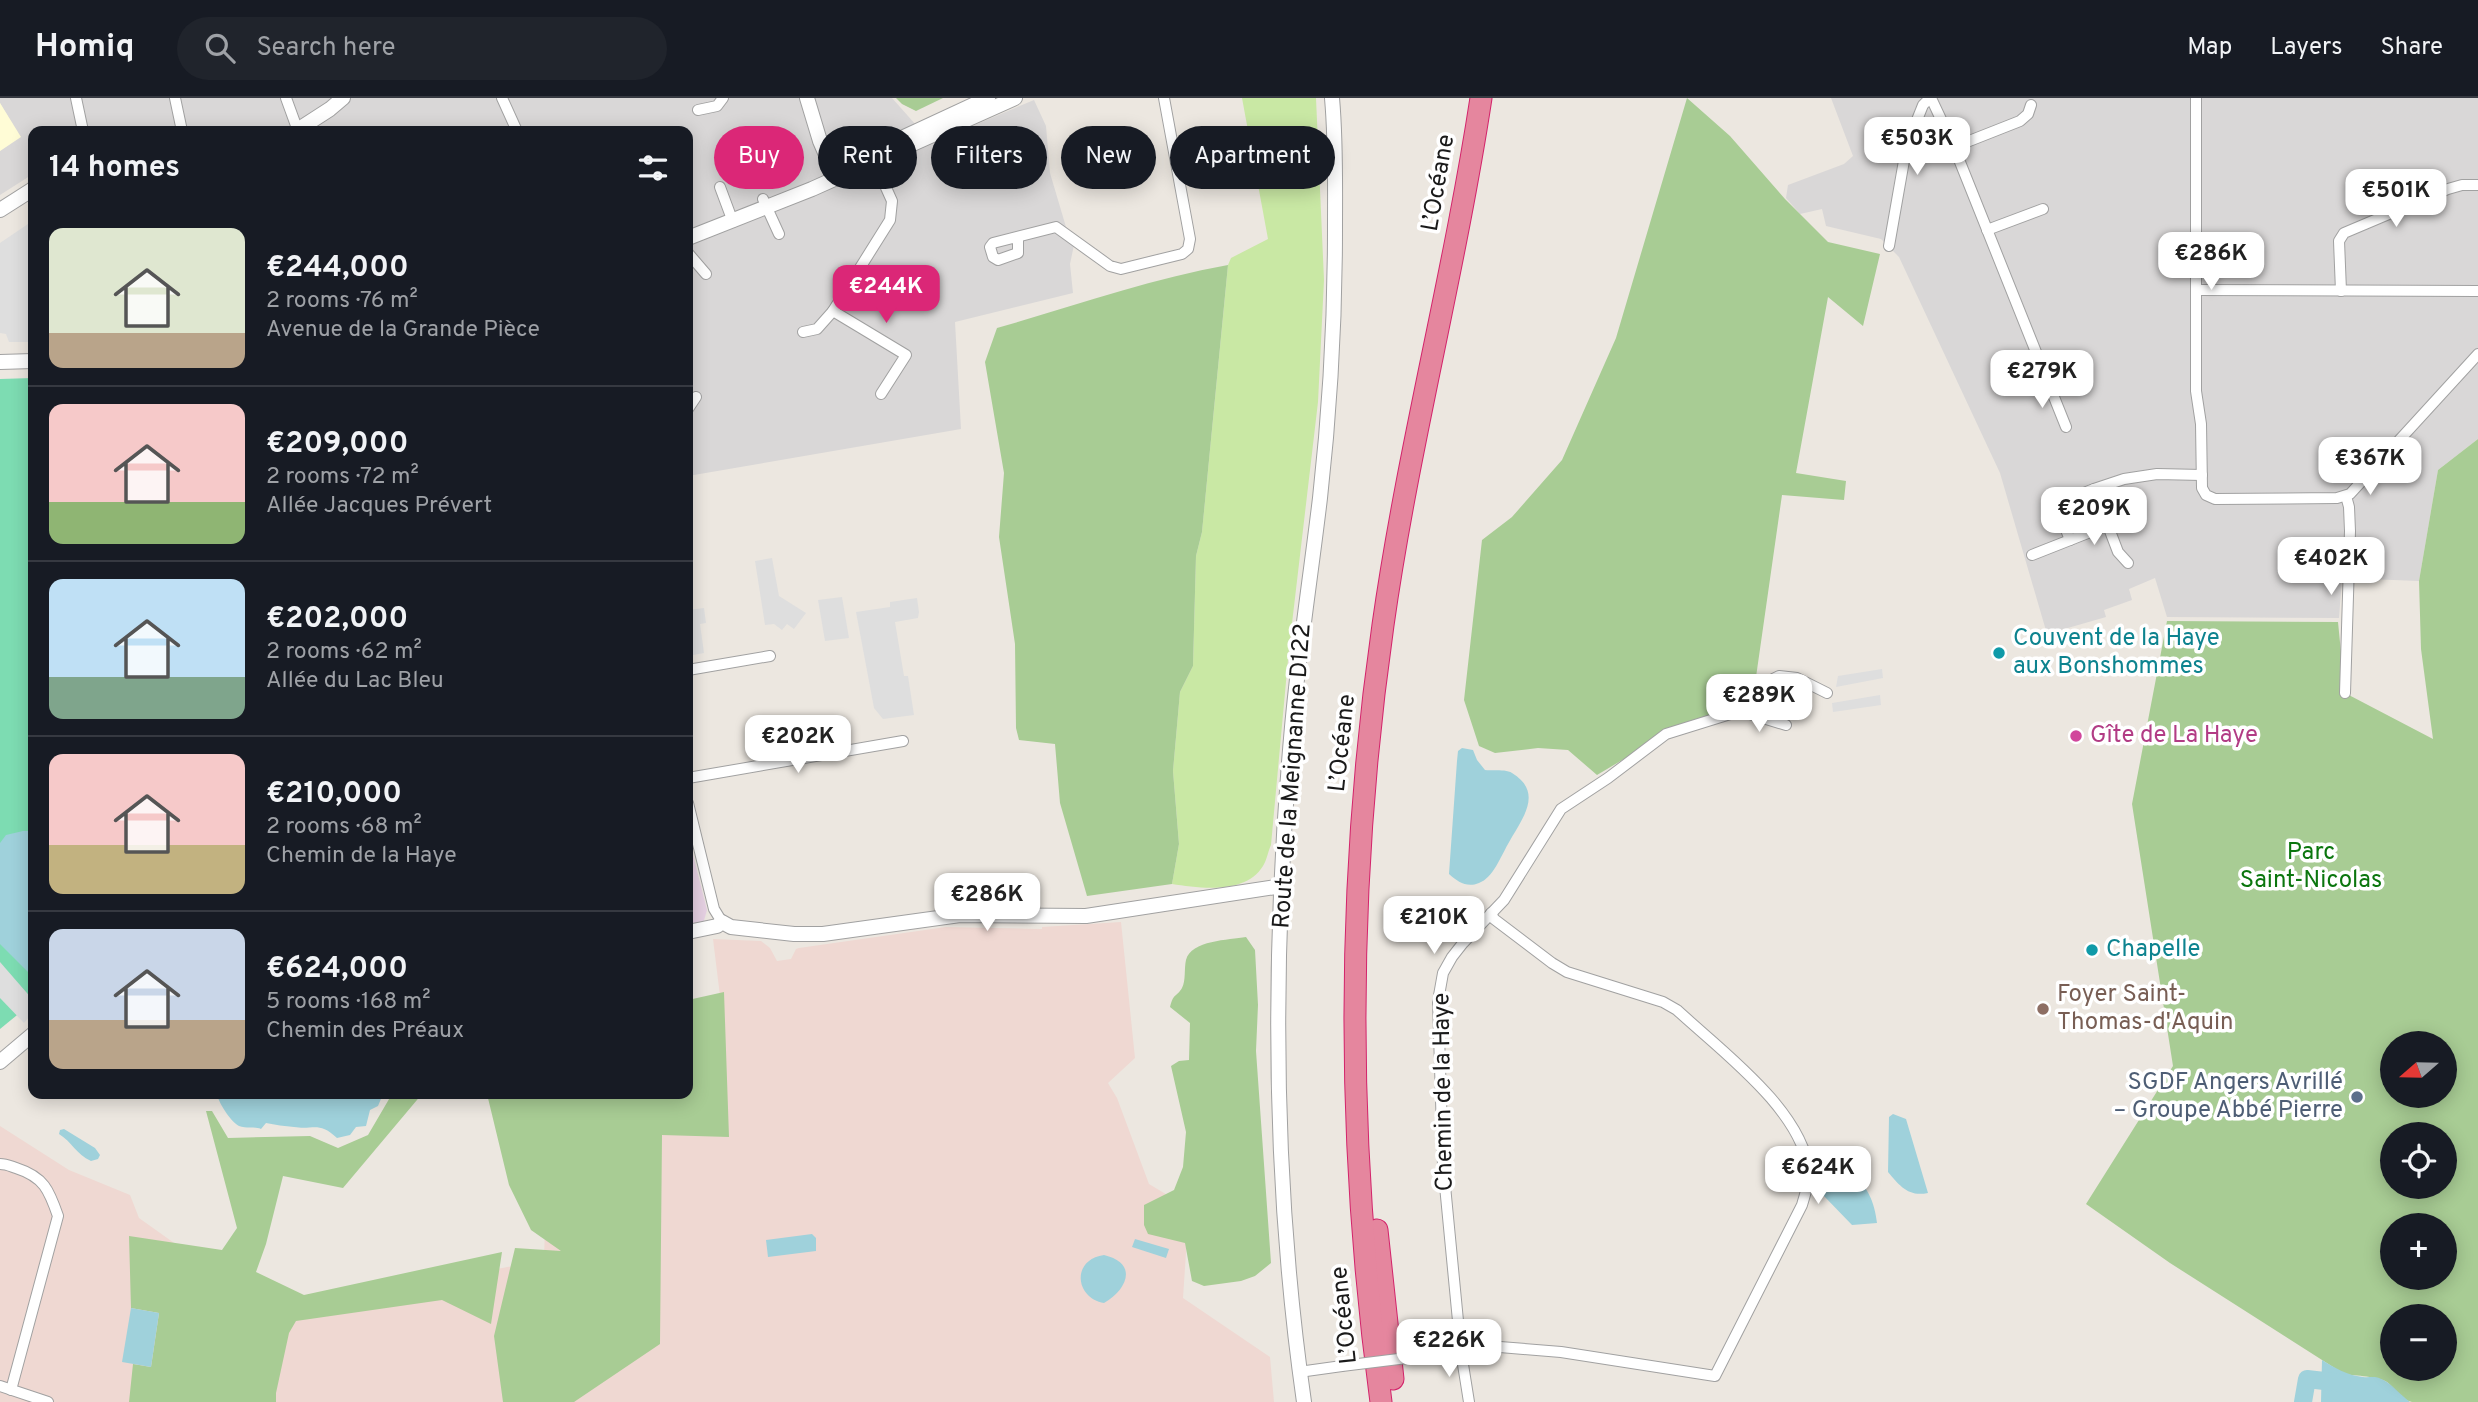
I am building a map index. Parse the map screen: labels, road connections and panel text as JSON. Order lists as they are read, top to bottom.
{
  "streets": {
    "highway": ["L’Océane"],
    "street": ["Route de la Meignanne D122", "Chemin de la Haye"]
  },
  "parks": ["Parc Saint-Nicolas"],
  "places": [
    "Couvent de la Haye aux Bonshommes",
    "Gîte de La Haye",
    "Chapelle",
    "Foyer Saint- Thomas-d'Aquin",
    "SGDF Angers Avrillé – Groupe Abbé Pierre"
  ],
  "north": "left",
  "page": {
    "header": "Homiq",
    "search": "Search here",
    "nav": ["Map", "Layers", "Share"],
    "price": [
      "€503K",
      "€501K",
      "€286K",
      "€244K",
      "€279K",
      "€367K",
      "€209K",
      "€402K",
      "€289K",
      "€202K",
      "€286K",
      "€210K",
      "€624K",
      "€226K"
    ],
    "chip": [
      "Buy",
      "Rent",
      "Filters",
      "New",
      "Apartment"
    ],
    "heading": "14 homes",
    "list": [
      {
        "name": "€244,000",
        "note": "2 rooms · 76 m² · Avenue de la Grande Pièce"
      },
      {
        "name": "€209,000",
        "note": "2 rooms · 72 m² · Allée Jacques Prévert"
      },
      {
        "name": "€202,000",
        "note": "2 rooms · 62 m² · Allée du Lac Bleu"
      },
      {
        "name": "€210,000",
        "note": "2 rooms · 68 m² · Chemin de la Haye"
      },
      {
        "name": "€624,000",
        "note": "5 rooms · 168 m² · Chemin des Préaux"
      }
    ],
    "map_buttons": ["+", "−"]
  }
}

════════════════

◆ **Problem requirements**
Lines above that contain the string "name" make up the answer.

◆ **Response**
        "name": "€244,000",
        "name": "€209,000",
        "name": "€202,000",
        "name": "€210,000",
        "name": "€624,000",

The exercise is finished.